The fragile nature of present-day Nigeria is attributable to the accumulation of overlapping and mutually-reinforcing problems to which the country is exposed. Insecurity, poverty, energy deficiency, corruption, a lack of infrastructure, a shortage of foreign currency and the related problems of a depreciating currency are challenges that seem impossible to resolve independently of one another.

And yet, there is general agreement among economists concerning the solutions. The increase in Nigerian energy production thanks to improved security and massive but highly profitable investment upstream (oil and gas production), midstream (densification of the pipeline network), and downstream (modernisation of refineries), would reduce the balance of payments deficit, stabilise the currency, reduce energy prices, create jobs, boost the competitiveness of industry and, in so doing, boost national wealth and reduce poverty.

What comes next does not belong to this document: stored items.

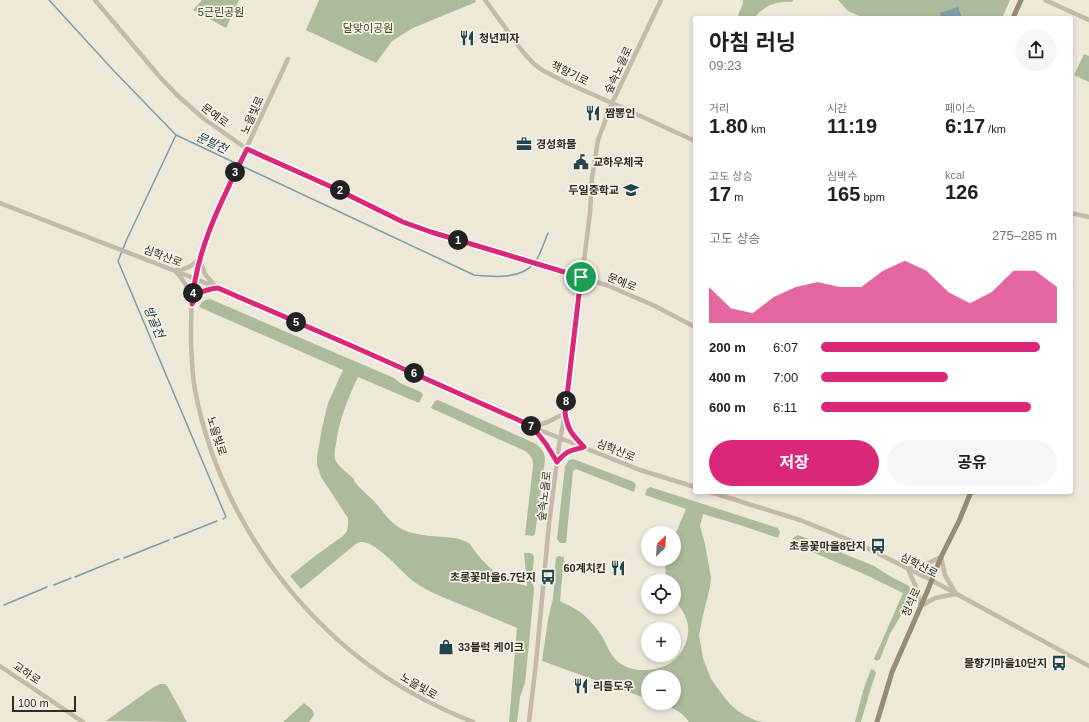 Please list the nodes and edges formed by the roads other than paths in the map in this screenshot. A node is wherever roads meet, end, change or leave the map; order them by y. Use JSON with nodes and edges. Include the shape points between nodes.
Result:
{"nodes":[{"id":1,"x":94,"y":0,"type":"edge"},
{"id":2,"x":485,"y":0,"type":"edge"},
{"id":3,"x":661,"y":0,"type":"edge"},
{"id":4,"x":1021,"y":0,"type":"edge"},
{"id":5,"x":1045,"y":0,"type":"edge"},
{"id":6,"x":1014,"y":16,"type":"edge"},
{"id":7,"x":1089,"y":20,"type":"edge"},
{"id":8,"x":288,"y":59,"type":"dead end"},
{"id":9,"x":612,"y":103,"type":"junction"},
{"id":10,"x":693,"y":140,"type":"edge"},
{"id":11,"x":247,"y":149,"type":"junction"},
{"id":12,"x":0,"y":202,"type":"edge"},
{"id":13,"x":1073,"y":213,"type":"edge"},
{"id":14,"x":1089,"y":216,"type":"edge"},
{"id":15,"x":200,"y":258,"type":"junction"},
{"id":16,"x":174,"y":270,"type":"junction"},
{"id":17,"x":581,"y":277,"type":"junction"},
{"id":18,"x":196,"y":279,"type":"junction"},
{"id":19,"x":218,"y":288,"type":"junction"},
{"id":20,"x":192,"y":304,"type":"junction"},
{"id":21,"x":693,"y":326,"type":"edge"},
{"id":22,"x":565,"y":413,"type":"junction"},
{"id":23,"x":532,"y":426,"type":"junction"},
{"id":24,"x":560,"y":437,"type":"junction"},
{"id":25,"x":584,"y":447,"type":"junction"},
{"id":26,"x":557,"y":462,"type":"junction"},
{"id":27,"x":693,"y":486,"type":"edge"},
{"id":28,"x":716,"y":494,"type":"edge"},
{"id":29,"x":970,"y":494,"type":"edge"},
{"id":30,"x":941,"y":557,"type":"junction"},
{"id":31,"x":908,"y":569,"type":"junction"},
{"id":32,"x":931,"y":580,"type":"junction"},
{"id":33,"x":956,"y":594,"type":"junction"},
{"id":34,"x":921,"y":606,"type":"junction"},
{"id":35,"x":0,"y":666,"type":"edge"},
{"id":36,"x":1089,"y":666,"type":"edge"},
{"id":37,"x":83,"y":722,"type":"edge"},
{"id":38,"x":473,"y":722,"type":"edge"},
{"id":39,"x":529,"y":722,"type":"edge"},
{"id":40,"x":877,"y":722,"type":"edge"}],
"edges":[{"from":1,"to":11,"type":"street","name":"문예로","via":[[177,95],[203,118]]},
{"from":2,"to":9,"type":"street","name":"책향기로","via":[[534,64],[567,83]]},
{"from":3,"to":9,"type":"street","name":"숲속노을로"},
{"from":4,"to":6,"type":"main road"},
{"from":5,"to":7,"type":"street"},
{"from":8,"to":11,"type":"street","name":"노을빛로"},
{"from":9,"to":10,"type":"street","name":"책향기로"},
{"from":9,"to":17,"type":"street","name":"숲속노을로","via":[[598,140]]},
{"from":11,"to":15,"type":"street","name":"노을빛로","via":[[214,217]]},
{"from":11,"to":17,"type":"street","name":"문예로","via":[[403,222]]},
{"from":12,"to":16,"type":"street","name":"심학산로"},
{"from":13,"to":14,"type":"street"},
{"from":15,"to":16,"type":"street","via":[[193,266]]},
{"from":15,"to":18,"type":"street","name":"노을빛로"},
{"from":15,"to":19,"type":"street","via":[[205,274]]},
{"from":16,"to":18,"type":"street","name":"심학산로"},
{"from":16,"to":20,"type":"street","via":[[188,288]]},
{"from":17,"to":21,"type":"street","name":"문예로","via":[[655,306]]},
{"from":17,"to":22,"type":"street","name":"숲속노을로"},
{"from":18,"to":19,"type":"street","name":"심학산로"},
{"from":18,"to":20,"type":"street","name":"노을빛로"},
{"from":19,"to":20,"type":"street","via":[[202,292]]},
{"from":19,"to":23,"type":"street","name":"심학산로"},
{"from":20,"to":38,"type":"street","name":"노을빛로","via":[[193,374],[204,428],[231,498],[270,564],[314,617],[377,671],[425,701]]},
{"from":22,"to":23,"type":"street","via":[[548,422]]},
{"from":22,"to":24,"type":"street","name":"숲속노을로"},
{"from":22,"to":25,"type":"street","via":[[570,431]]},
{"from":23,"to":24,"type":"street","name":"심학산로"},
{"from":23,"to":26,"type":"street"},
{"from":24,"to":25,"type":"street","name":"심학산로"},
{"from":24,"to":26,"type":"street","name":"숲속노을로"},
{"from":25,"to":26,"type":"street","via":[[568,451]]},
{"from":25,"to":27,"type":"street","name":"심학산로","via":[[640,470]]},
{"from":26,"to":39,"type":"street","name":"숲속노을로"},
{"from":28,"to":31,"type":"street","name":"심학산로","via":[[800,520],[857,543]]},
{"from":29,"to":30,"type":"main road","name":"청석로"},
{"from":30,"to":31,"type":"street"},
{"from":30,"to":32,"type":"main road","name":"청석로"},
{"from":30,"to":33,"type":"street","via":[[944,575]]},
{"from":31,"to":32,"type":"street","name":"심학산로"},
{"from":31,"to":34,"type":"street"},
{"from":32,"to":33,"type":"street","name":"심학산로"},
{"from":32,"to":34,"type":"main road","name":"청석로"},
{"from":33,"to":34,"type":"street","via":[[936,598]]},
{"from":33,"to":36,"type":"street","name":"심학산로"},
{"from":34,"to":40,"type":"main road","name":"청석로","via":[[892,672]]},
{"from":35,"to":37,"type":"street","name":"교하로"}]}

However, these interconnections can also work in the opposite direction. Because the security situation in the Niger Delta region is not improving, investment in onshore oil fields is being reduced, as evidenced by the recent decisions by Shell and TotalEnergies to divest some of their interests in onshore and shallow water oil fields. Nigeria has not reached the oil production quota allocated by OPEC (an average of 1.3 million barrels a day in 20231, increased to 1.5 million in November 2023). The country is struggling to get its natural gas to major centres of consumption. The gas is flared at a loss at oil production sites, while also releasing greenhouse gases. By failing to maintain and modernise the refineries operated by the national oil company NNPC, whose production has fallen from one year to the next, imports of refined oil are increasing and weighing on the country’s balance of payments in dollars. The Nigerian currency, the naira, was devalued twice between June 2023 (-44%) and January 2024 (-39%) and it continued to lose value in February 2024. The private sector is directly impacted by this situation. The cost of a litre of diesel in Nigeria rose from 790 to 1,227 naira per litre between August 2022 and February 2024.

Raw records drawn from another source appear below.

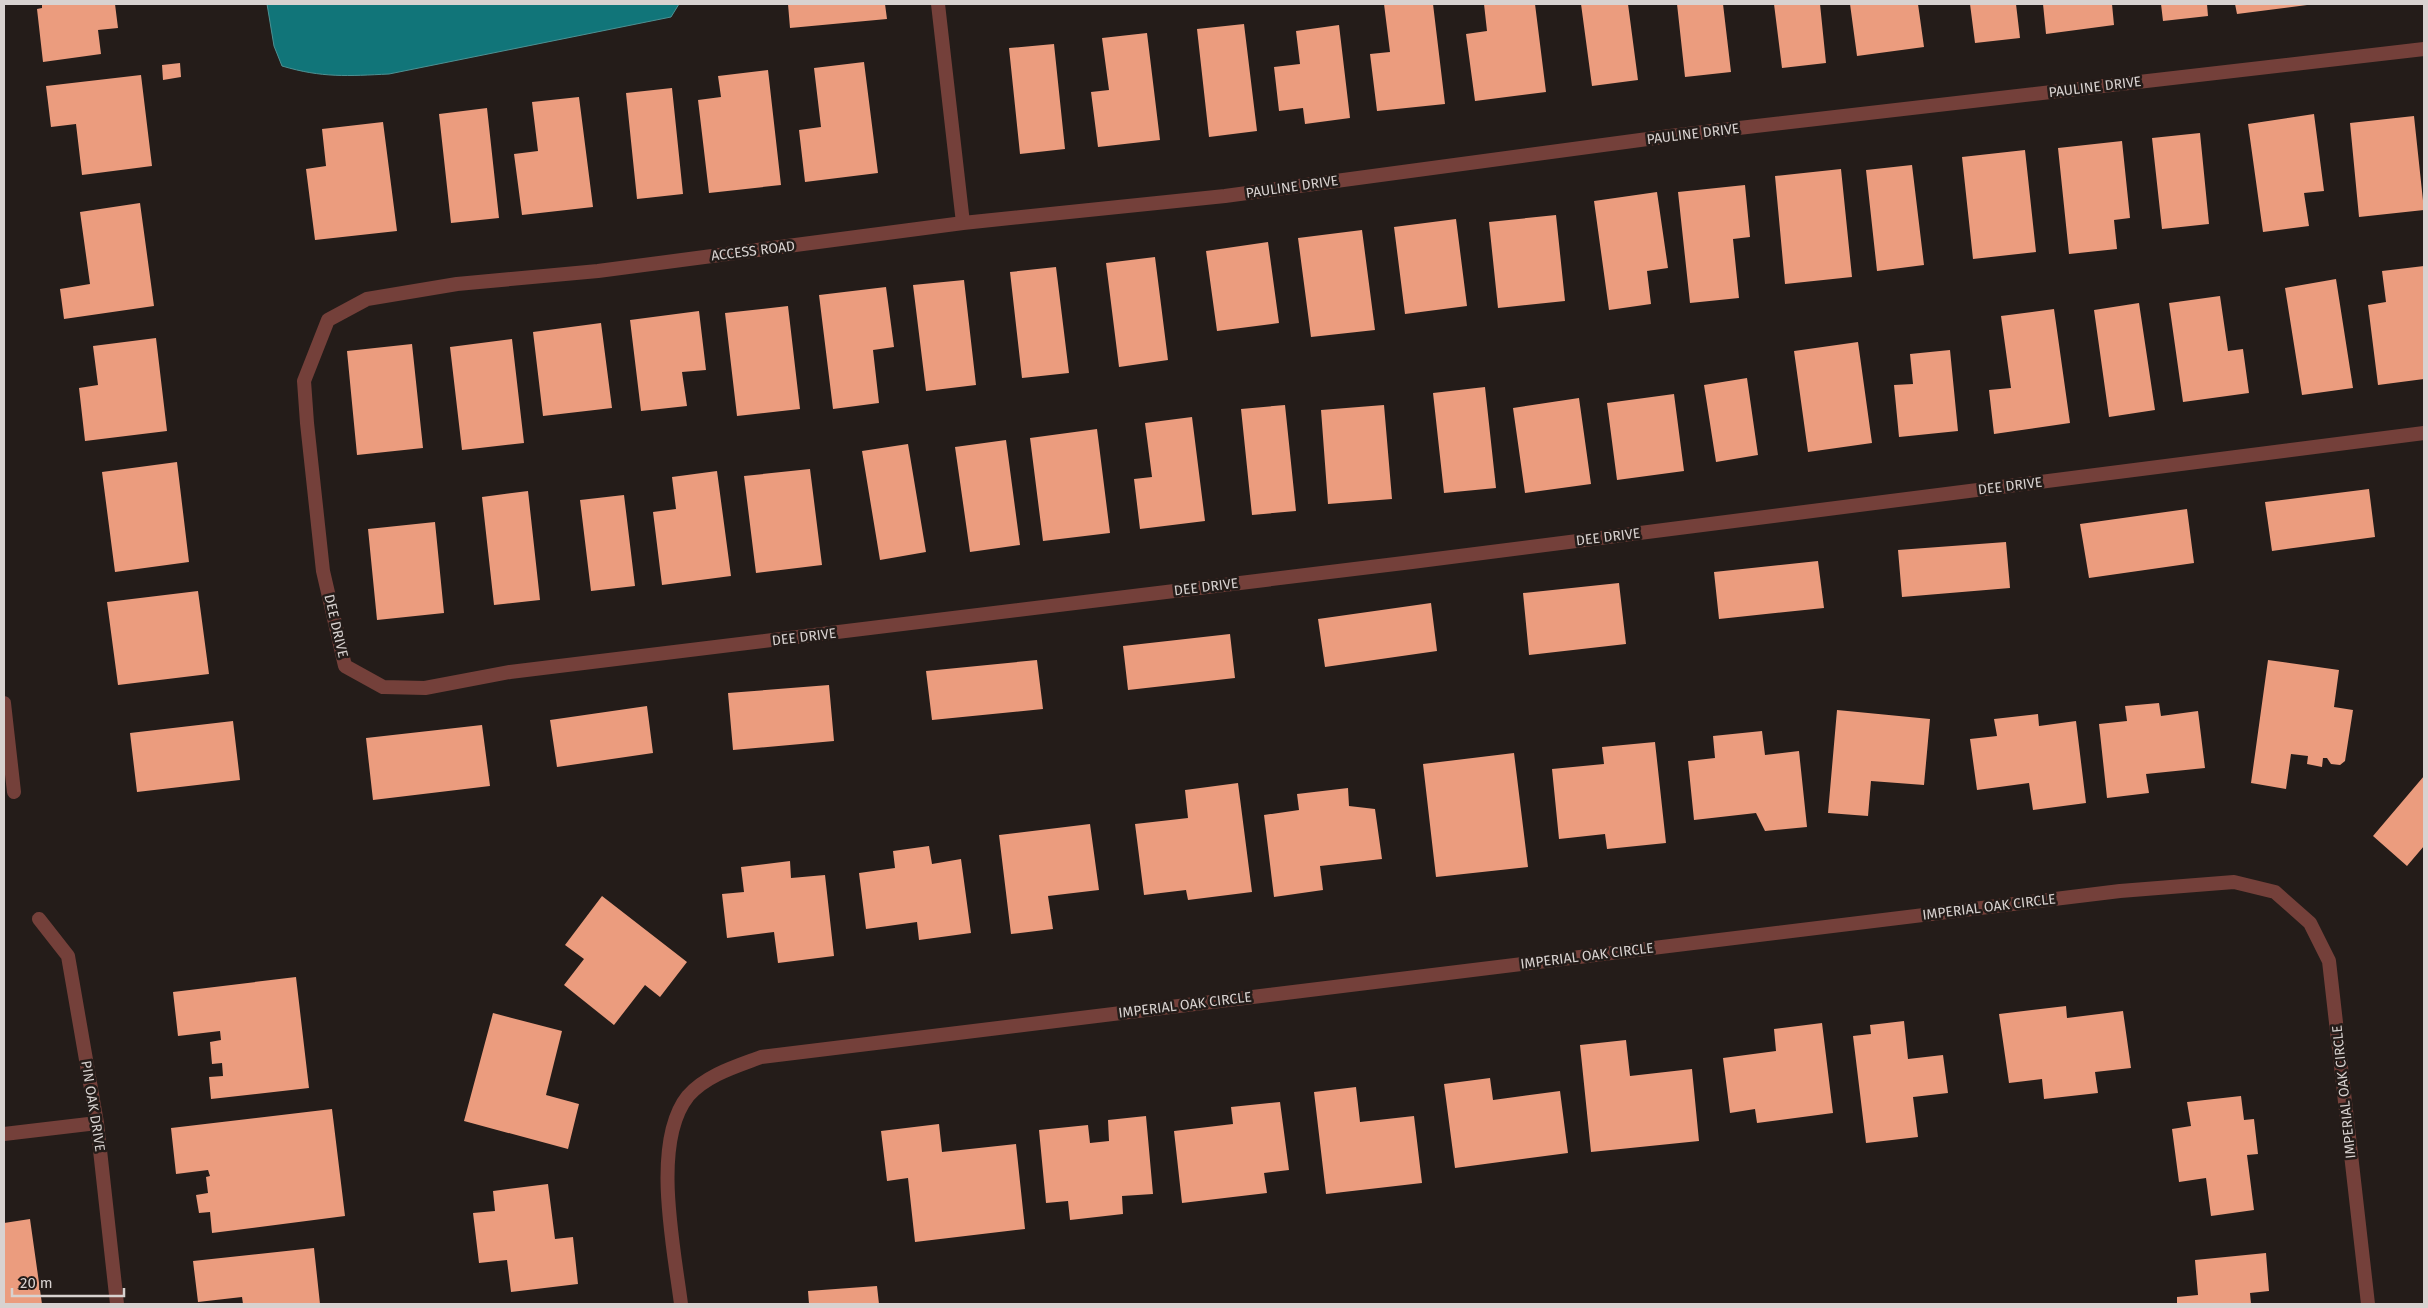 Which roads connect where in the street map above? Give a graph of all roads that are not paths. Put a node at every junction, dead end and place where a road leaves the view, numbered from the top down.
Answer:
1 (938, 4) edge
2 (2424, 49) edge
3 (963, 223) junction
4 (328, 320) joint
5 (2424, 433) edge
6 (4, 703) edge
7 (14, 792) dead end
8 (39, 918) dead end
9 (97, 1123) junction
10 (4, 1134) edge
11 (117, 1304) edge
12 (681, 1304) edge
13 (2368, 1304) edge

1 - 3 street
2 - 3 street, PAULINE DRIVE
3 - 4 street, ACCESS ROAD
4 - 5 street, DEE DRIVE
6 - 7 street
8 - 9 street, PIN OAK DRIVE
9 - 10 street
9 - 11 street, PIN OAK DRIVE
12 - 13 street, IMPERIAL OAK CIRCLE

A HIGHLY NEGATIVE IMPACT ON AN UNSTABLE AND EXPENSIVE ELECTRICITY SUPPLY

The situation in Nigeria's electricity sector is symptomatic of the fragile nature of the economy. The 42 gigawatts of installed capacity generated by 22 million generators need to be compared with the 5.4 gigawatts supplied by the electricity grid. Private individuals, businesses and public authorities have to take the place of failing electricity distribution companies (DISCOs) by acquiring their own generators, which run for an average of 4 to 8 hours a day due to power cuts. The cost of this electricity, based on imported diesel and paid for in dollars, is more than 20 cents per kilowatt-hour. This cost fluctuates with the price of a barrel of oil, but crucially, it increases in local currency in proportion to the depreciation of the naira, a major headache for companies focused on the domestic market and for private individuals whose income is not dollarised.

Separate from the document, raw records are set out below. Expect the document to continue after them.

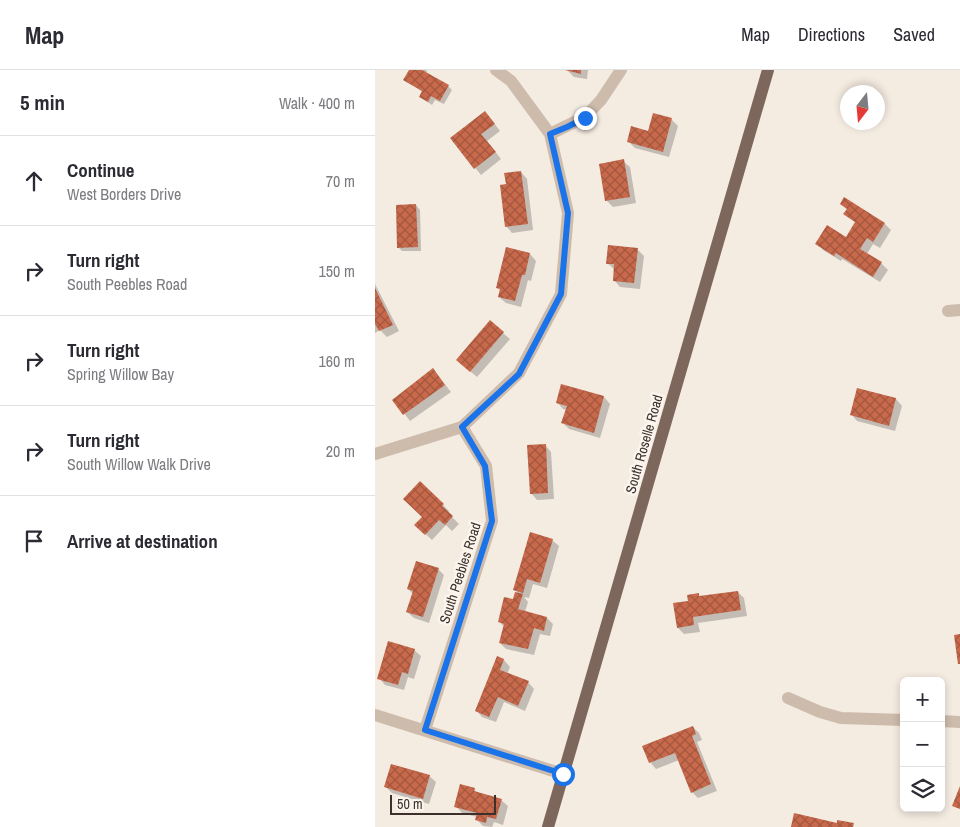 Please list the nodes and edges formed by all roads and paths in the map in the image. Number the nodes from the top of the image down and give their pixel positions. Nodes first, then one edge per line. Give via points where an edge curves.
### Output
1 (496, 70) edge
2 (621, 70) edge
3 (768, 70) edge
4 (550, 134) junction
5 (462, 427) junction
6 (375, 454) edge
7 (788, 698) dead end
8 (375, 715) edge
9 (900, 720) edge
10 (945, 721) edge
11 (960, 722) edge
12 (425, 730) junction
13 (563, 774) junction
14 (548, 827) edge

1 - 4 street via 511,81
2 - 4 street via 585,118
3 - 13 main road, South Roselle Road
4 - 5 street via 568,213 561,294 519,374
5 - 6 street
5 - 12 street, South Peebles Road via 485,466 492,521
7 - 9 street via 841,718
8 - 12 street
10 - 11 street
12 - 13 street
13 - 14 main road, South Roselle Road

How are Nigerian businesses coping in this environment? It's a daily challenge, as we learned from senior executives of Valentine Chicken in the agri-food sector, JMG in the capital goods assembly sector and Baze University in Abuja. Most of the equipment needed to produce electricity, particularly solar panels, is imported and paid for in dollars. Payment for these purchases is contingent on the availability of dollars from commercial banks, which try to secure allocations from the Central Bank of Nigeria (CBN). In June 2023, this critical situation led to the removal of the Head of the CBN, a devaluation of the currency and a floating exchange rate regime.